WEK: Comments on XHTML 1.1 5 Jan 2000 Draft (and related specs) from W. Eliot Kimber on 2000-01-25 (www-html@w3.org from January 2000)

From: W. Eliot Kimber <eliot@isogen.com>
Date: Mon, 24 Jan 2000 21:48:19 -0500 (EST)
To: www-html@w3.org
Message-id: <388D0EE6.CF12A750@isogen.com>
[My appologies if this gets posted twice: I sent it on Sat 22 Jan but
did not find it in the archives.]

Here are my comments on the 5 Jan draft:

3.1.1 Strictly Conforming Documents

Per the recent discussion on DOCTYPE declarations, constraint number 4
is unnecessary and ill advised.

It is unnecessary because constraint 3 (required namespace declaration)
is sufficient to unambiguously assert that the document is an XHTML
document.

As written in the 1.1 spec, the wording does not appear to require an
external identifier at all. If it is intended to require an external
identifier, it should be a normative URI, with all mention of a PUBLIC
identifier removed. PUBLIC identifiers are fundamentally bogus and
redundant with system identifiers (cf. Tim B-L's paper arguing that
there is no fundamental difference between URLs and URNs).  If an
external identifier is not required, then the DOCTYPE declaration should
not be required either (it is implicitly required for any document that
wants to use ID attributes as there is no other way to declare them).
[See notes below on modularization spec.]

In any case, I stand by my argument that requiring the use of *external*
declaration subsets is unnecessary and inappropriate.

3. The XHTML 1.1 Document Type

This statement: 

"An implementation of this document type as an XML DTD is defined in
Appendix C [p.19] ."

Is exactly correct: the DTD declarations provided in appendix C
represent one of an infinite number of possible implementations of the
abstract concept that is the XHTML document type. Given that there will
certainly be other implementations (e.g., XML Schema), XHTML cannot
require the use of the appendendix C declarations.

C.1 SGML Open Catalog Entry

Given that the use of PUBLIC identifiers is bogus per the comment above,
the inclusion of the catalog is unnecessary and inappropriate, as it
doesn't mean anything except in the context of a particular system, so
it cannot be normative under any circumstances.

At best, it should be an informative annex or an informative note.

Also, since it is defining SGML-only stuff, it seems inappropriate for
an *XML* specification.

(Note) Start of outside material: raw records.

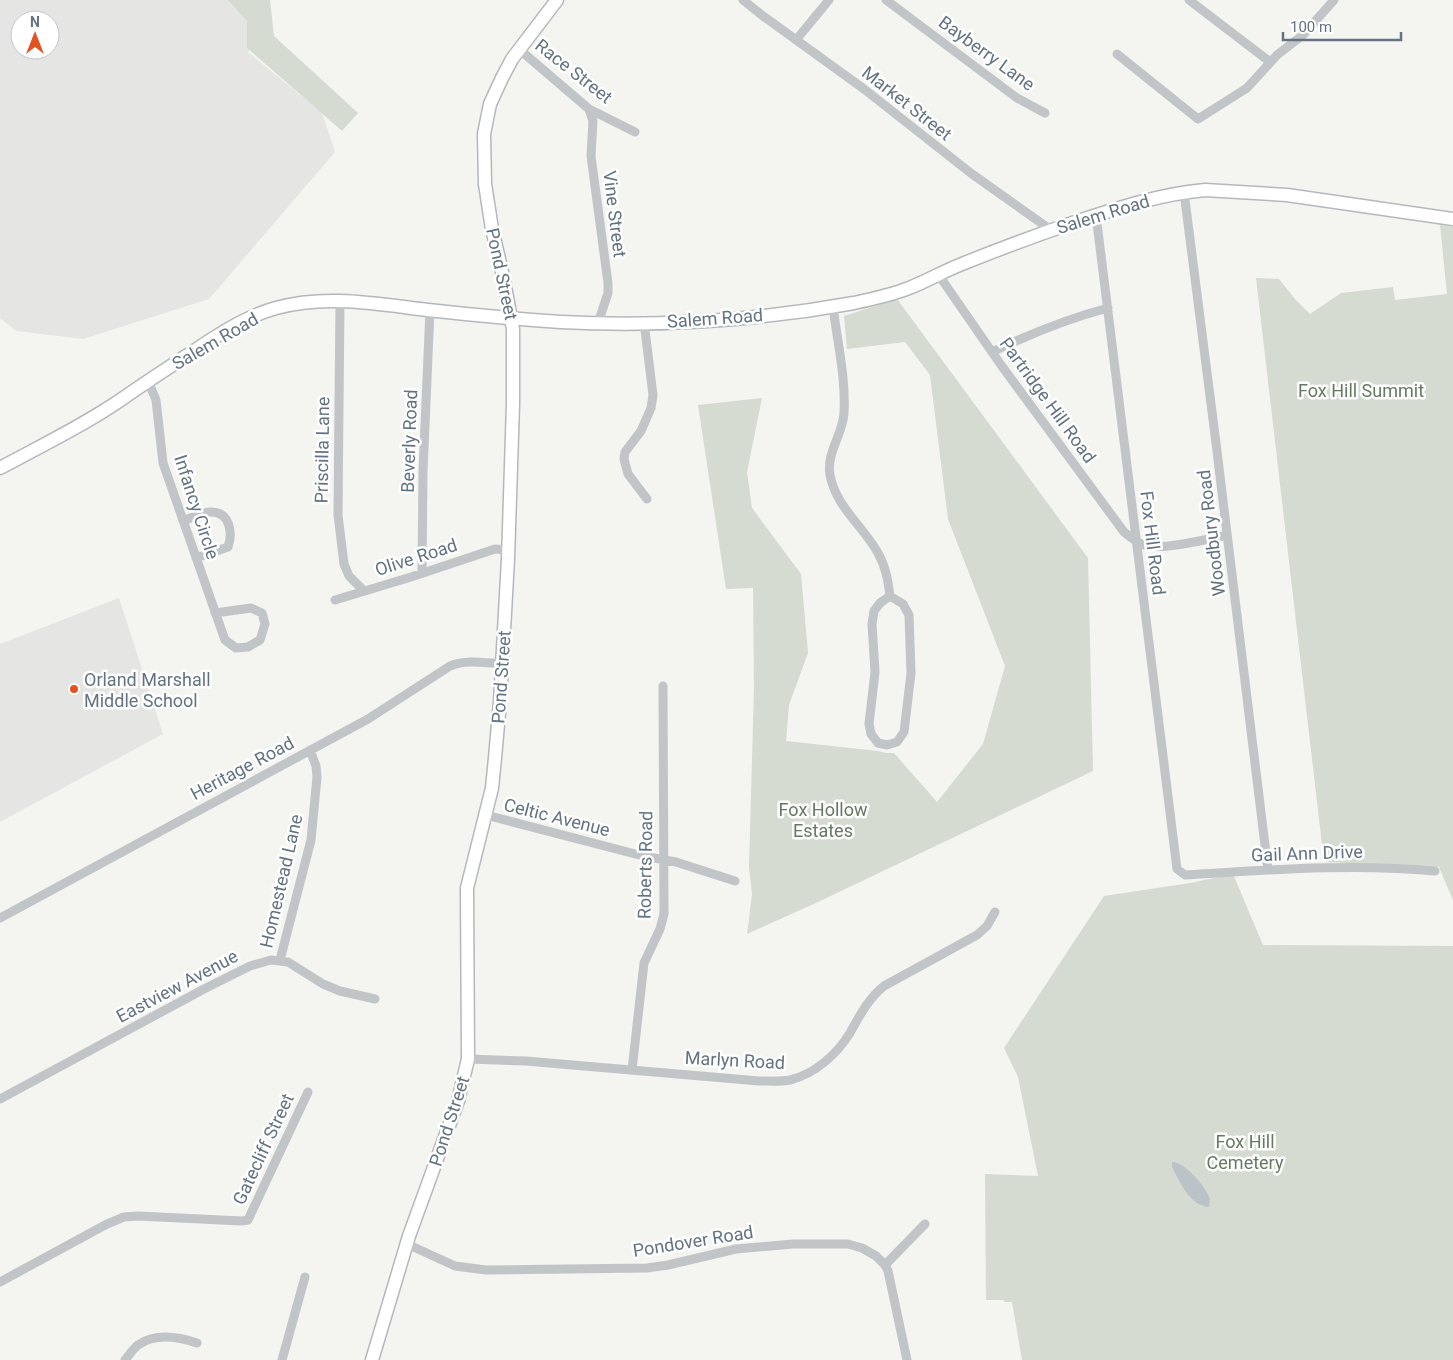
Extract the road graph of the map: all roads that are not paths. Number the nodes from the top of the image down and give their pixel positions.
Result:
1 (557, 0) edge
2 (744, 0) edge
3 (829, 0) edge
4 (886, 0) edge
5 (1189, 0) edge
6 (1334, 0) edge
7 (796, 40) junction
8 (520, 50) junction
9 (1117, 54) dead end
10 (1270, 62) junction
11 (589, 109) junction
12 (1045, 113) dead end
13 (635, 132) dead end
14 (1184, 192) junction
15 (1096, 215) junction
16 (1453, 219) edge
17 (1051, 230) junction
18 (938, 274) junction
19 (340, 301) junction
20 (832, 306) junction
21 (1108, 308) junction
22 (430, 310) junction
23 (511, 318) junction
24 (644, 322) junction
25 (598, 323) junction
26 (992, 352) junction
27 (148, 381) junction
28 (0, 468) edge
29 (647, 499) dead end
30 (183, 522) junction
31 (1227, 535) junction
32 (1136, 541) junction
33 (508, 550) junction
34 (196, 558) junction
35 (422, 573) junction
36 (364, 591) junction
37 (890, 596) junction
38 (335, 600) dead end
39 (215, 612) junction
40 (502, 664) junction
41 (663, 686) dead end
42 (310, 750) junction
43 (486, 815) junction
44 (664, 859) junction
45 (1268, 870) junction
46 (1435, 871) dead end
47 (1181, 873) joint
48 (736, 881) dead end
49 (994, 912) dead end
50 (0, 918) edge
51 (280, 960) junction
52 (376, 999) dead end
53 (468, 1059) junction
54 (632, 1070) junction
55 (308, 1092) dead end
56 (0, 1099) edge
57 (925, 1224) dead end
58 (407, 1244) junction
59 (885, 1265) junction
60 (305, 1277) dead end
61 (0, 1282) edge
62 (197, 1343) dead end
63 (125, 1360) edge
64 (282, 1360) edge
65 (372, 1360) edge
66 (907, 1360) edge

1 - 8 main road, Pond Street
2 - 7 street, Market Street
3 - 7 street
4 - 12 street, Bayberry Lane
5 - 10 street
6 - 10 street
7 - 17 street, Market Street
8 - 11 street, Race Street
8 - 23 main road, Pond Street
9 - 10 street
11 - 13 street, Race Street
11 - 25 street, Vine Street
14 - 15 main road, Salem Road
14 - 16 main road, Salem Road
14 - 31 street, Woodbury Road
15 - 17 main road, Salem Road
15 - 21 street, Fox Hill Road
17 - 18 main road, Salem Road
18 - 20 main road, Salem Road
18 - 26 street, Partridge Hill Road
19 - 22 main road, Salem Road
19 - 27 main road, Salem Road
19 - 36 street, Priscilla Lane
20 - 24 main road, Salem Road
20 - 37 street
21 - 26 street
21 - 32 street, Fox Hill Road
22 - 23 main road, Salem Road
22 - 35 street, Beverly Road
23 - 25 main road, Salem Road
23 - 33 main road, Pond Street
24 - 25 main road, Salem Road
24 - 29 street
26 - 32 street, Partridge Hill Road
27 - 28 main road, Salem Road
27 - 30 street, Infancy Circle
30 - 34 street, Infancy Circle
30 - 34 street
31 - 32 street
31 - 45 street, Woodbury Road
32 - 47 street, Fox Hill Road
33 - 35 street, Olive Road
33 - 40 main road, Pond Street
34 - 39 street, Infancy Circle
35 - 36 street, Olive Road
36 - 38 street, Olive Road
37 - 37 street
39 - 39 street, Infancy Circle
40 - 42 street, Heritage Road
40 - 43 main road, Pond Street
41 - 44 street, Roberts Road
42 - 50 street, Heritage Road
42 - 51 street, Homestead Lane
43 - 44 street, Celtic Avenue
43 - 53 main road, Pond Street
44 - 48 street, Celtic Avenue
44 - 54 street, Roberts Road
45 - 46 street, Gail Ann Drive
45 - 47 street, Gail Ann Drive
49 - 54 street, Marlyn Road
51 - 52 street
51 - 56 street, Eastview Avenue
53 - 54 street, Marlyn Road
53 - 58 main road, Pond Street
55 - 61 street, Gatecliff Street
57 - 59 street
58 - 59 street, Pondover Road
58 - 65 main road, Pond Street
59 - 66 street
60 - 64 street
62 - 63 street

It's fine as an informative annex for users of
SGML-only systems who want to be able to process XHTML documents.

-------------------------
XHTML Modularization Spec

3.3 XHTML Family User Agent Conformance

Constraint 4 needs to clarify whether the term "render" as used here
means "enable processing by the controlling style sheet" or "make
visible to the reader". A controlling style sheet may choose to hide an
unrecognized element that the XHTML processor is required to pass
through to the rendition component of the browser.  This constraint
could be read as "must always make visible".

3.4 Naming Rules

This is only compounding the bogosity of FPIs by imparting semantics to
the individual components of identifiers. I understand the intent of the
XHTML designers and it is admirable--they are trying to solve a very
difficult problem, but unfortunately, the tools they are trying use are
simply not up to the task.

The requirement this section is trying to satisfy is the ability to
state unambiguously what set of rules a specialized document type is
derived from (and, presumably, conforms to). That is what architectures
do.

An architecture (in the ISO/IEC 10744 sense) does just what XHTML is
doing: it defines a core set of abstract rules, including element types,
and policies for how those rules can be specified. The architecture is
documented in just the way that XHTML is documented. It provides
normative names for the architecture and direct ways of identifying
optional facilities of the architecture (i.e., the different XHTML
modules).

The architecture use declaration then binds a document to the
architecture *as an abstract set of rules*, to the XML syntax
constraints for the architecture (the "architectural DTD", i.e., the
XHTML DTDs published in the various XHTML specs), and specifies the
names of optional features used by the document.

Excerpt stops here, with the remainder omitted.